Elena Johnston is an illustrator who lives and works in Baltimore. She has done a variety of projects which include La,La,Land, Paper Kingdom, as well as designs for bands such as Future Islands and Beach House.
I met up with Johnston and she showed me her most recent illustrations and collages.
She also designed the 2010 Transmodern Festival poster.
When did you realize that you had artistic talent, or that you were interested in art?
There’s no like defining moment where I was like ‘I feel like an artist,” but I remember when I was in high school I had to choose between art and soccer, because I played soccer all the time. My AP teacher was like ‘you can’t play soccer and do AP art,” just because they are so intensive for high school kids, I guess.
I chose art because it was something that I wanted to explore more, so I guess that’s when I started to take it more seriously, when I was a senior in high school.
What was your experience going to MICA?
It was good. It definitely paved the way for what I am interested in now. I started there with my interest in photography. When I was high school I had a dark room in my house that I set up, so that was my focus and then I decided to go to MICA for it. But it wasn’t really that challenging to go there for Photo and I decided that I wanted to draw more and focus on that and I had some really awesome teachers who really challenged me and also inspired me.
I think MICA is also good at teaching about the business side of art. In illustration you can learn about the different ways to promote yourself, so I’m happy about that.

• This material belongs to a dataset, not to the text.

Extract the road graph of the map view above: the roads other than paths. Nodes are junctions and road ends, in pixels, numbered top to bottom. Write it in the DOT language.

Why did you decide to stay in Baltimore?
After I graduated I sort of branched out in terms of like seeing what was actually happening in Baltimore as opposed to like my small MICA group. And I saw that there were a lot of awesome artists, visual and musicians doing things and that there was a really active art scene. So I decided to see how I would fit into that or see how I could learn from it.

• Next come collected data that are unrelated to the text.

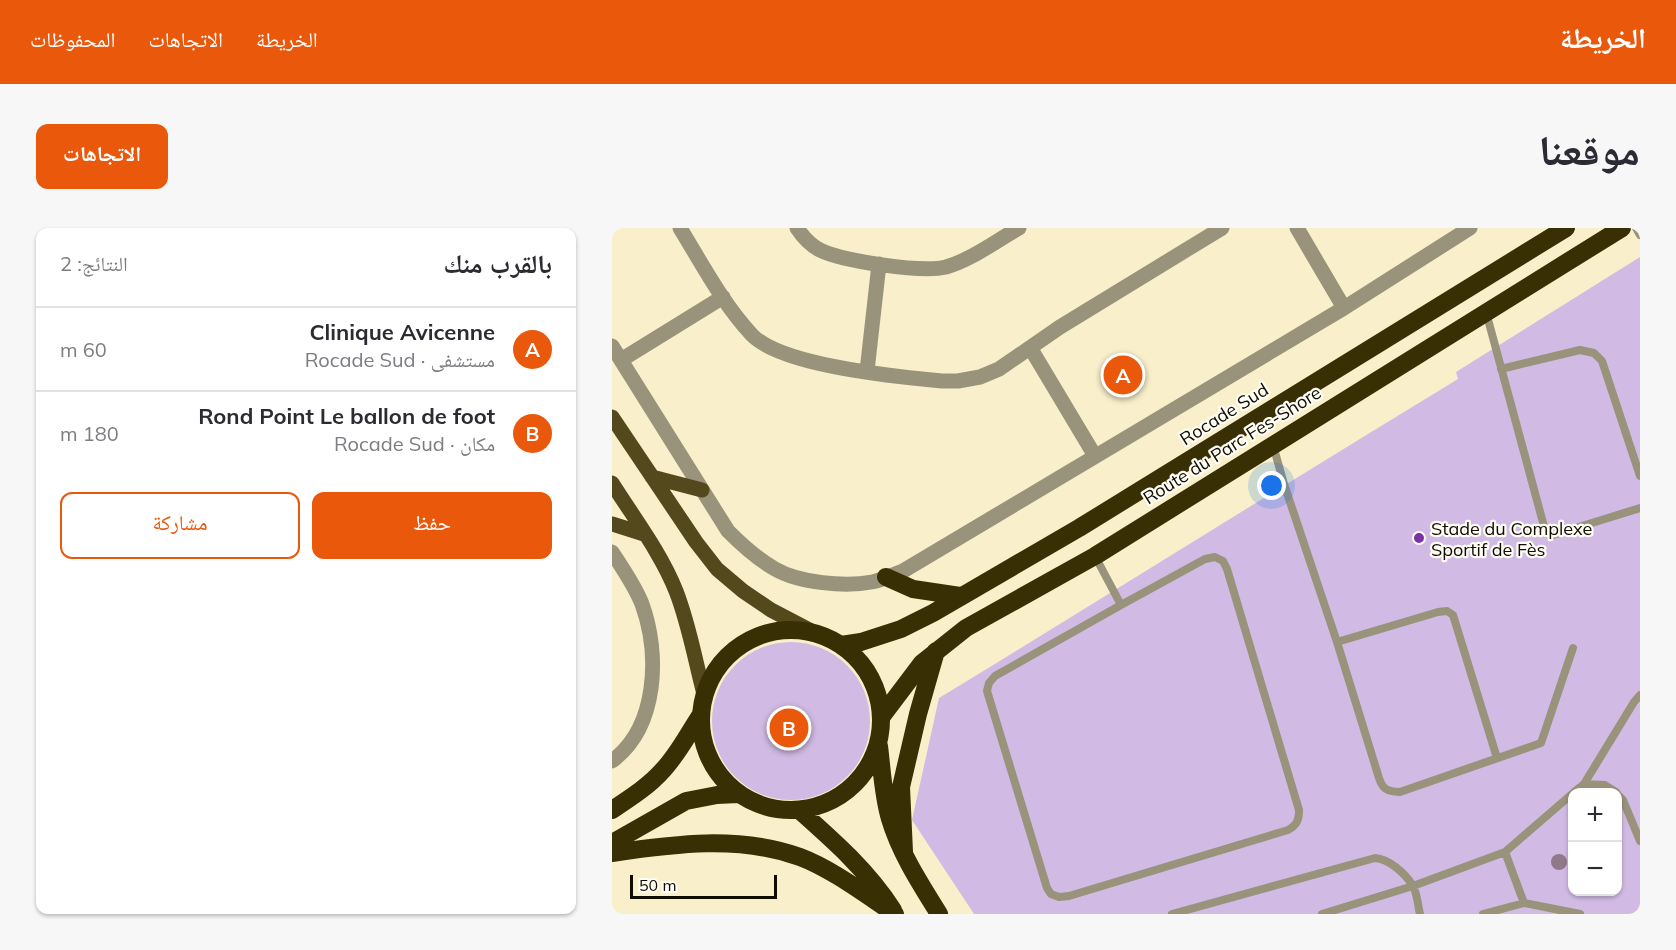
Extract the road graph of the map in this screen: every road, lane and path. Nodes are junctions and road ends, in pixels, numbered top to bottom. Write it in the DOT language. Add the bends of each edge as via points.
graph roads {
  1 [pos="680,228"];
  2 [pos="797,228"];
  3 [pos="1019,228"];
  4 [pos="1221,228"];
  5 [pos="1297,228"];
  6 [pos="1470,228"];
  7 [pos="1566,228"];
  8 [pos="1622,228"];
  9 [pos="1636,228"];
  10 [pos="1640,235"];
  11 [pos="879,264"];
  12 [pos="723,297"];
  13 [pos="1344,308"];
  14 [pos="1486,312"];
  15 [pos="612,346"];
  16 [pos="1030,349"];
  17 [pos="621,360"];
  18 [pos="1501,369"];
  19 [pos="867,371"];
  20 [pos="612,417"];
  21 [pos="1273,445"];
  22 [pos="1095,456"];
  23 [pos="1640,476"];
  24 [pos="652,477"];
  25 [pos="612,483"];
  26 [pos="702,490"];
  27 [pos="1640,508"];
  28 [pos="612,524"];
  29 [pos="644,534"];
  30 [pos="612,552"];
  31 [pos="1095,556"];
  32 [pos="886,577"];
  33 [pos="960,596"];
  34 [pos="1121,605"];
  35 [pos="815,633"];
  36 [pos="1337,642"];
  37 [pos="841,645"];
  38 [pos="1573,648"];
  39 [pos="936,650"];
  40 [pos="704,694"];
  41 [pos="1640,695"];
  42 [pos="700,716"];
  43 [pos="882,716"];
  44 [pos="879,743"];
  45 [pos="1497,758"];
  46 [pos="612,761"];
  47 [pos="1584,784"];
  48 [pos="1579,788"];
  49 [pos="1610,788"];
  50 [pos="738,794"];
  51 [pos="1568,797"];
  52 [pos="1622,799"];
  53 [pos="612,810"];
  54 [pos="799,810"];
  55 [pos="1640,841"];
  56 [pos="612,843"];
  57 [pos="904,852"];
  58 [pos="1505,852"];
  59 [pos="612,853"];
  60 [pos="1413,886"];
  61 [pos="1524,903"];
  62 [pos="896,914"];
  63 [pos="939,914"];
  64 [pos="1172,914"];
  65 [pos="1322,914"];
  66 [pos="1420,914"];
  67 [pos="1484,914"];
  68 [pos="1580,914"];
  1 -- 12 [label="street"];
  2 -- 11 [label="street" via="821,251"];
  3 -- 11 [label="street" via="949,266 921,269"];
  4 -- 16 [label="street"];
  5 -- 13 [label="street"];
  6 -- 13 [label="street"];
  7 -- 33 [label="highway, Rocade Sud" via="1079,528"];
  8 -- 14 [label="highway, Route du Parc Fes-Shore"];
  9 -- 10 [label="lane"];
  11 -- 19 [label="street"];
  12 -- 17 [label="street"];
  12 -- 19 [label="street" via="753,336 765,345 810,362"];
  13 -- 22 [label="street"];
  14 -- 18 [label="lane"];
  14 -- 21 [label="highway, Route du Parc Fes-Shore"];
  15 -- 17 [label="street"];
  16 -- 19 [label="street" via="999,369 958,381"];
  16 -- 22 [label="street"];
  17 -- 26 [label="street"];
  18 -- 23 [label="lane" via="1580,350 1594,352 1602,361"];
  18 -- 27 [label="lane" via="1545,530 1550,536"];
  20 -- 24 [label="main road"];
  21 -- 31 [label="highway, Route du Parc Fes-Shore"];
  21 -- 36 [label="lane"];
  22 -- 32 [label="street" via="903,571"];
  24 -- 26 [label="main road"];
  24 -- 35 [label="main road" via="717,569 771,610"];
  25 -- 29 [label="main road"];
  26 -- 32 [label="street" via="728,531 778,571 815,582 840,584"];
  28 -- 29 [label="main road"];
  29 -- 40 [label="main road" via="676,590"];
  30 -- 46 [label="street" via="641,602 648,625 652,675 648,706 638,730"];
  31 -- 34 [label="lane"];
  31 -- 39 [label="highway, Route du Parc Fes-Shore" via="966,628"];
  32 -- 33 [label="highway" via="913,589"];
  33 -- 37 [label="highway, Rocade Sud" via="901,630"];
  34 -- 34 [label="lane" via="994,676 987,691 1047,888 1059,897 1288,830 1299,819 1223,561 1215,557 1205,559"];
  35 -- 37 [label="highway"];
  35 -- 40 [label="highway" via="787,630 760,635 735,649 716,669"];
  36 -- 45 [label="lane" via="1438,612 1453,615"];
  36 -- 45 [label="lane" via="1382,787 1400,792"];
  37 -- 43 [label="highway" via="862,664 876,688"];
  38 -- 45 [label="lane" via="1541,743"];
  39 -- 43 [label="highway, Route du Parc Fes-Shore"];
  39 -- 57 [label="highway" via="902,787"];
  40 -- 42 [label="highway"];
  41 -- 47 [label="lane"];
  42 -- 50 [label="highway" via="706,752 724,782"];
  42 -- 53 [label="highway" via="661,772"];
  43 -- 44 [label="highway"];
  44 -- 54 [label="highway" via="857,782 840,796"];
  44 -- 57 [label="highway" via="886,801"];
  47 -- 48 [label="lane"];
  47 -- 49 [label="lane"];
  50 -- 54 [label="highway" via="778,810"];
  50 -- 56 [label="highway" via="686,801"];
  51 -- 58 [label="lane"];
  52 -- 55 [label="lane"];
  54 -- 62 [label="highway" via="878,886"];
  57 -- 63 [label="highway"];
  58 -- 60 [label="lane"];
  58 -- 61 [label="lane"];
  59 -- 62 [label="highway" via="670,844 710,843 776,851 818,865"];
  60 -- 64 [label="lane" via="1392,864 1375,858"];
  60 -- 65 [label="lane"];
  60 -- 66 [label="lane"];
  61 -- 67 [label="lane"];
  61 -- 68 [label="lane"];
}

Do you think Baltimore is a good place for artists to make a living?
I do think it is, it’s cheap to live here and there are a lot of people doing cool things, so it’s inspiring.
What are your favorite types of projects? What projects appeal to you?
I’m not really sure how to answer that because there are so many different kinds of projects…. Well I love doing stuff for bands, I love art inspired by music. I like listening to my friend’s bands music and interpreting it visually, basically that’s my favorite and also collecting things and putting them into books.
Could you tell me about Paper Kingdom, how did you come up with the idea?
I guess since I graduated, even before that I started collecting posters, which were mostly individually screen printed and there was a lot of care put into them. And also I went to most of the shows so I decided to have like a keepsake of that. So the more that happened the more I decided that they should be documented, because they weren’t being documented. I got a grant for it too, which helped print it and I had an opening for it. It was really fun doing that project and I got to work with a lot of artists and musicians.
What about La La Land?
That was like the prequel sort of to it. Although it was a completely different idea…it was sort of similar. I saw that there were a bunch of artists at MICA that were doing illustration work that seemed sort of similar but also very much in their own. So I just asked them if I could include them in this thing and it was really fun to do. I also learned about the programs through that project like editing and laying out books.
So were you a student at the time?
I was a student when I did La, La, Land, it was sort of my senior project in illustration, but Paper Kingdom was two years after I graduated.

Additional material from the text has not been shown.